As a deep learning ecosystem from NVIDIA, NVIDIA GPU CLOUD (NGC) allows developers to access the deep learning software stack free of charge and is fit for creating a deep learning development environment.

At present, NGC has been fully deployed in the gn5 instances. Moreover, the image market also provides NGC container images optimized for NVIDIA Pascal GPU. By deploying NGC container images from the image market, developers can build an NGC container environment conveniently, and access optimized deep learning frameworks instantly, thus reducing the product development and business deployment time considerably. Other benefits include pre-installation of the development environment, support for optimized algorithm frameworks, and continuous updates.

The NGC website provides images of different versions of the current mainstream deep learning frameworks (such as Caffe, Caffe2, CNTK, MxNet, TensorFlow, Theano, and Torch). You can select the desired image to build the environment. By taking the TensorFlow deep learning framework for example, this article describes how to build an NGC environment on gn5 instances.

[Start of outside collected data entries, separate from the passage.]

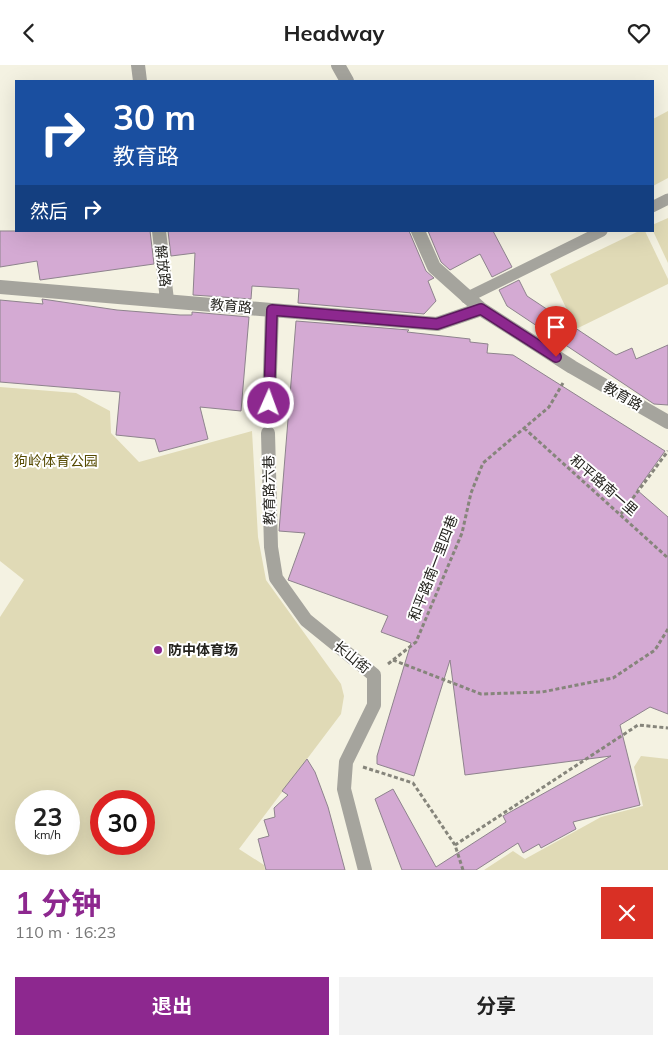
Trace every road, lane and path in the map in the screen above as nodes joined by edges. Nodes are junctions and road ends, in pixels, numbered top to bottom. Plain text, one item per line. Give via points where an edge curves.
1 (138, 65) edge
2 (338, 65) edge
3 (140, 80) edge
4 (346, 80) edge
5 (668, 199) edge
6 (654, 206) edge
7 (158, 232) edge
8 (418, 232) edge
9 (600, 232) edge
10 (0, 287) edge
11 (466, 298) junction
12 (167, 300) junction
13 (481, 309) junction
14 (272, 310) junction
15 (572, 367) junction
16 (269, 403) dead end
17 (668, 422) edge
18 (524, 428) junction
19 (268, 433) dead end
20 (668, 451) edge
21 (621, 514) junction
22 (271, 547) joint
23 (668, 558) edge
24 (668, 629) edge
25 (393, 660) junction
26 (374, 675) junction
27 (668, 728) edge
28 (346, 762) junction
29 (455, 845) junction
30 (365, 870) edge
31 (463, 870) edge

1 - 3 street
2 - 4 street
5 - 6 lane
7 - 12 street, 解放路
8 - 11 street via 434,267
9 - 11 lane
10 - 12 street, 教育路
11 - 13 street
12 - 14 street, 教育路
13 - 14 street, 教育路 via 437,324
13 - 15 street, 教育路
14 - 16 street
15 - 17 street, 教育路
15 - 18 path, 和平路南一里四巷 via 549,407
18 - 21 path, 和平路南一里
18 - 25 path, 和平路南一里四巷 via 483,463 470,493 462,533 416,642
19 - 22 street, 教育路六巷
20 - 21 path
21 - 23 path, 和平路南一里
22 - 26 street, 长山街 via 276,578 306,620
24 - 25 path via 655,651 613,678 542,693 481,694
25 - 26 path, 和平路南一里四巷
26 - 28 street, 长山街 via 374,705
27 - 29 path via 638,725
28 - 29 path via 413,783
28 - 30 street, 长山街 via 344,789
29 - 31 path

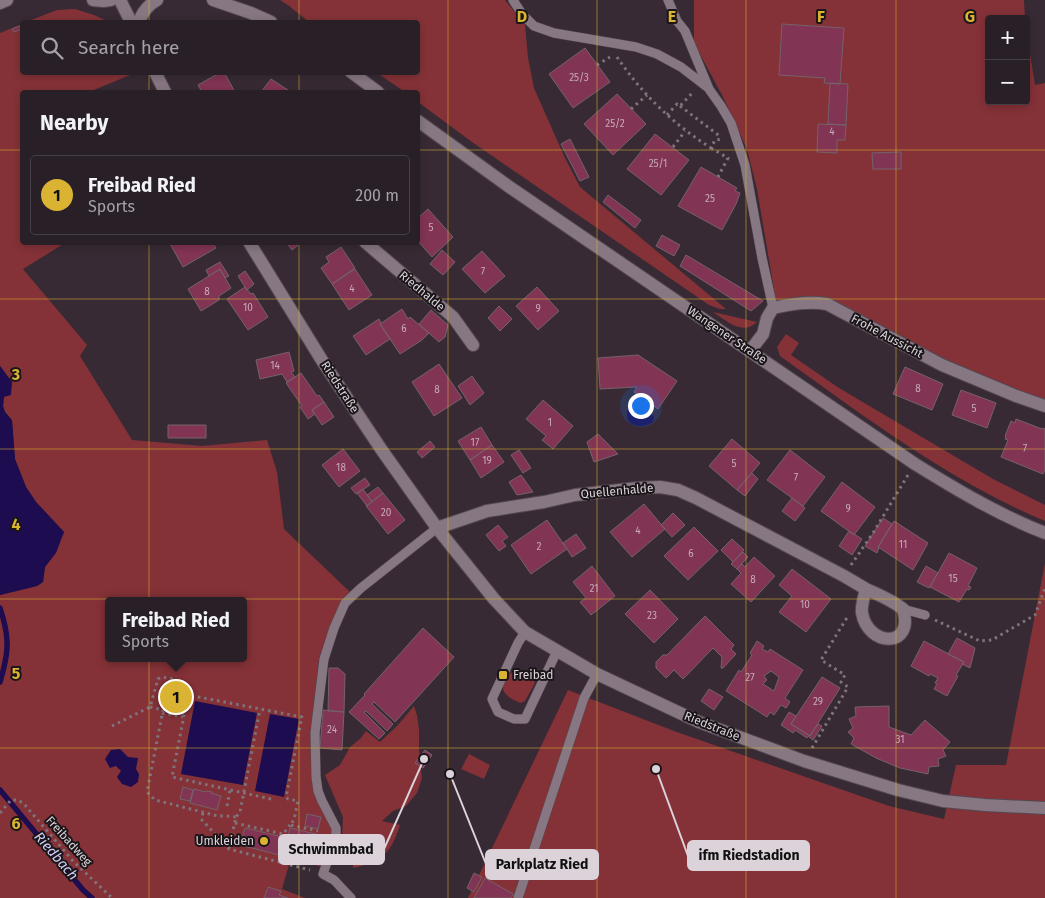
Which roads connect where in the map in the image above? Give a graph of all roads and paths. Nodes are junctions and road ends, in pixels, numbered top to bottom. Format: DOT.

Before building a TensorFlow environment, you must do the following:

  • Sign up with Alibaba Cloud and finish real-name registration.
  • Log on to the NGC website and create your NGC account.
  • Log on to the NGC website, get the NGC API Key and save it locally. The NGC API Key will be verified when you log on to the NGC container environment.

Procedure

  1. Create a gn5 instance by referring to create an ECS instance. Pay attention to the following configurations:
    • Region: Only China (Qingdao), China (Beijing), China (Hohhot), China (Hangzhou), China (Shanghai), China (Shenzhen), China (Hong Kong), Singapore, Australia (Sydney), US (Silicon Valley), US (Virginia), and Germany (Frankfurt) are available.
    • Instance: Select a gn5 instance type.
    • Image: Select Marketplace Image. In the displayed dialog box, search for NVIDIA GPU Cloud VM Image, and then click Continue.
    • Network Billing Method: Select Assign Public IP.
      Note If you do not assign a public IP address here, you can bind an EIP address after the instance is created successfully.
    • Security Group: Select a security group. Access to TCP port 22 must be allowed in the security group. If your instance needs to support HTTPS or DIGITS 6, access to TCP port 443 (for HTTPS) or TCP port 5000 (for DIGITS 6) must be allowed.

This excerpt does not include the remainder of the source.